Though supposedly invented by a British earl, the sandwich seems as all-American as, er ... frankfurters or pizza. Yep, if there is one thing we Yanks are good at, it's taking a good idea and running with it. If there's another thing, it's packing all manner of meats, cheeses, vegetables and condiments between two slices of bread — or rolls, or buns, or pretzels — to create a hand-held meal.
There is no shortage of sandwich-makers in the Pittsburgh region, including Parker's. Run by Luke Parker with his mother, Roseann, Parker's offers nothing but sandwiches for breakfast, lunch and dinner, seven days a week. It's located just off Potomac Avenue in the space once occupied by Dormont Dogs, which we mention not just because Pittsburghers do that, but because that erstwhile business was a pioneer to which Parker's pays tribute. Dormont Dogs was the first establishment, locally, to blur the line between humble street food and an upscale meal by offering hot dogs with artisanal ingredients and gourmet toppings. Now that practice is so prevalent that it's hard to remember when it was new and exciting. Parker's pays homage with a daily dog from its predecessor's menu of elaborate concoctions named after local streets. The day we visited, it was the Wisconsin Dog, with four kinds of cheese: so good.
This kind of local awareness is central to the appeal of Parker's. All sandwiches are made from locally sourced ingredients, and Parker is committed to getting them just right, such that his meats come from three different butchers, and his breads from four different bakeries. And while such princely treatment usually translates into kingly prices, at Parker's, all this comes crazy cheap, with nothing on the menu over seven bucks and many items under six.
The menu is sensibly divided into breakfast sandwiches and thence by main ingredient: ham & bacon, turkey, chicken, meatball and veggie. Options range from the timeless BLT to such experiments as the "Magic Beans," comprised of chicken, bacon, cream cheese, sprouts and sriracha on a pretzel bun. And if nothing on the menu quite suits your fancy, you can build your own custom sandwich; examples are displayed on a board on one wall. Feeling lucky? Opt for the Dirty Harry: Parker picks the bun, meat, cheese and condiment, and you enjoy it!
We were drawn to the Barkley's Golf Swing largely by the promise of Alabama white-lightning sauce, which we thought might be a version of the state's oddly delicious mayonnaise-based barbecue sauce. Parker's was pink with hot sauce and less peppery than the real deal, but it was plenty zesty for provolone, thick cut pickles and even thicker cut — no, carved — chicken. Aside from its locally sourced ethos, Parker's other signature move is a special steam press that freshens rolls while melting cheese and rendering meats juicier. Toasted sandwiches are great, of course, but steaming works better than you'd ever expect, and in this case, it resulted in juicy white meat and a sandwich that really held together.

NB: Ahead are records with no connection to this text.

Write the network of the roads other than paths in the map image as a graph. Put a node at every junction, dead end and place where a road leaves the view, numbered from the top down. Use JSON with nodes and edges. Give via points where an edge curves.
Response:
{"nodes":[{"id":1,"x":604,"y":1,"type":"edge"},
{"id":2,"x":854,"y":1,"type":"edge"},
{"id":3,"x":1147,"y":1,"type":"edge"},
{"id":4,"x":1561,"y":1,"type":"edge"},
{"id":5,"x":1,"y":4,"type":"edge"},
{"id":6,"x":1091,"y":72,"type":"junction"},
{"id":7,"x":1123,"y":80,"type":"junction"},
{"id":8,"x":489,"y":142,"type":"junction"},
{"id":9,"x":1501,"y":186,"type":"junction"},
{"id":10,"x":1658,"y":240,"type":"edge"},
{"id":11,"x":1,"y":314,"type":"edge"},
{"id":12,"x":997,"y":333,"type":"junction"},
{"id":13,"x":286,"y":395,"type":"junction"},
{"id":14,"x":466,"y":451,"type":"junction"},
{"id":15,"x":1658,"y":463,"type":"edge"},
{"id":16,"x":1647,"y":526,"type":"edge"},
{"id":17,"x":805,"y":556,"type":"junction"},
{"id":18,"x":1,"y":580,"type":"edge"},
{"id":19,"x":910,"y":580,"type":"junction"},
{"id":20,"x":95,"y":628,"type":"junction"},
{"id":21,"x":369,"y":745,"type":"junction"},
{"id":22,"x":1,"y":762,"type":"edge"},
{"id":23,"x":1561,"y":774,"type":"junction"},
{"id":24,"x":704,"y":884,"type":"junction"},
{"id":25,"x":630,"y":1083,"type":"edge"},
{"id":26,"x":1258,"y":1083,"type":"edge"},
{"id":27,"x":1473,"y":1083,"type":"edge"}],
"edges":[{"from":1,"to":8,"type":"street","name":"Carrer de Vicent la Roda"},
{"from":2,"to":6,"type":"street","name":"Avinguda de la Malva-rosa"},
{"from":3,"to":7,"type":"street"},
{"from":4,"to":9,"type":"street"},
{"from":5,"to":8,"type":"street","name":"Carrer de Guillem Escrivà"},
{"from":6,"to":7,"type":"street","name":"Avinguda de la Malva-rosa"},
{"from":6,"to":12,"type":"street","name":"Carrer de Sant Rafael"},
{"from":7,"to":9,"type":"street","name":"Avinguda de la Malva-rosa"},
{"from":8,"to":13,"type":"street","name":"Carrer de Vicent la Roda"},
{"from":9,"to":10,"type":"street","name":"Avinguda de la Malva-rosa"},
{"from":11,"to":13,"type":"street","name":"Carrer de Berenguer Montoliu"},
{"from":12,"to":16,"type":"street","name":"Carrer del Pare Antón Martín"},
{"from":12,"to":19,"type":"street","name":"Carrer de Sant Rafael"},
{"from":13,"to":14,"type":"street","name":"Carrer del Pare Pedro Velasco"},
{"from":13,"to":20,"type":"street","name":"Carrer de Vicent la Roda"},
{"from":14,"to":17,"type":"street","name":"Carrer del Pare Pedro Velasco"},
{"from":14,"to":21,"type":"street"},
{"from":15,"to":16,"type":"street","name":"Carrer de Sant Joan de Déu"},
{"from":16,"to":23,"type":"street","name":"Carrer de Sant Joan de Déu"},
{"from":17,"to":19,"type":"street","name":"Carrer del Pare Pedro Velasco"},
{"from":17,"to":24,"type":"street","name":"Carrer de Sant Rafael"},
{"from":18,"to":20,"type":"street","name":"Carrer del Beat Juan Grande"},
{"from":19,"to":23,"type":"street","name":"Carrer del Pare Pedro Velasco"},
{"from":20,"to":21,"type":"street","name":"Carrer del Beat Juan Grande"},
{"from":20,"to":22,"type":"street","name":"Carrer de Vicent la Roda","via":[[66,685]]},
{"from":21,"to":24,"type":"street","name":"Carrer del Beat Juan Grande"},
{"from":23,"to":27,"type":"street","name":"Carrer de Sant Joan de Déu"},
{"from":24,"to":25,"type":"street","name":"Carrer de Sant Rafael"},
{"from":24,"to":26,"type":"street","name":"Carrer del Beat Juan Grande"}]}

Angelique went with the Hambino, an everything bagel stuffed with ham, bacon, cream cheese, cheddar, sprouts, tomato and brown mustard. While this could have been a jaw-buster, each ingredient was applied judiciously, and the bagel — again steamed, not toasted — was soft enough to yield to each bite.
Parker's pretzel buns come from the South Side's Pretzel Shop, another local pioneer, serving sandwiches on pretzel buns long before anyone else caught on. Actually a halved pretzel, this bun was much more than a brown, salt-studded crust. Its depth of flavor worked perfectly with the timeless combination of ham and Swiss. The ham was closer to deli meat than was the chicken, but it was also meaty and on the thick side.
Parker's vibe is cozy and friendly, helped by a traditional lunch-counter setup where everything is made in front of you while you sit, and the proprietor's personal service was above and beyond. When our son asked for "The King" — peanut butter, bacon and banana on a bagel — Parker ran all over Dormont to procure a banana rather than disappoint him with "We're out." The sandwich was worth the effort, its potential mess somehow neatly contained and tantalizingly balanced between sweet, salty and savory. Elvis knew what was what, and so does Luke Parker. Crown him the Sandwich King.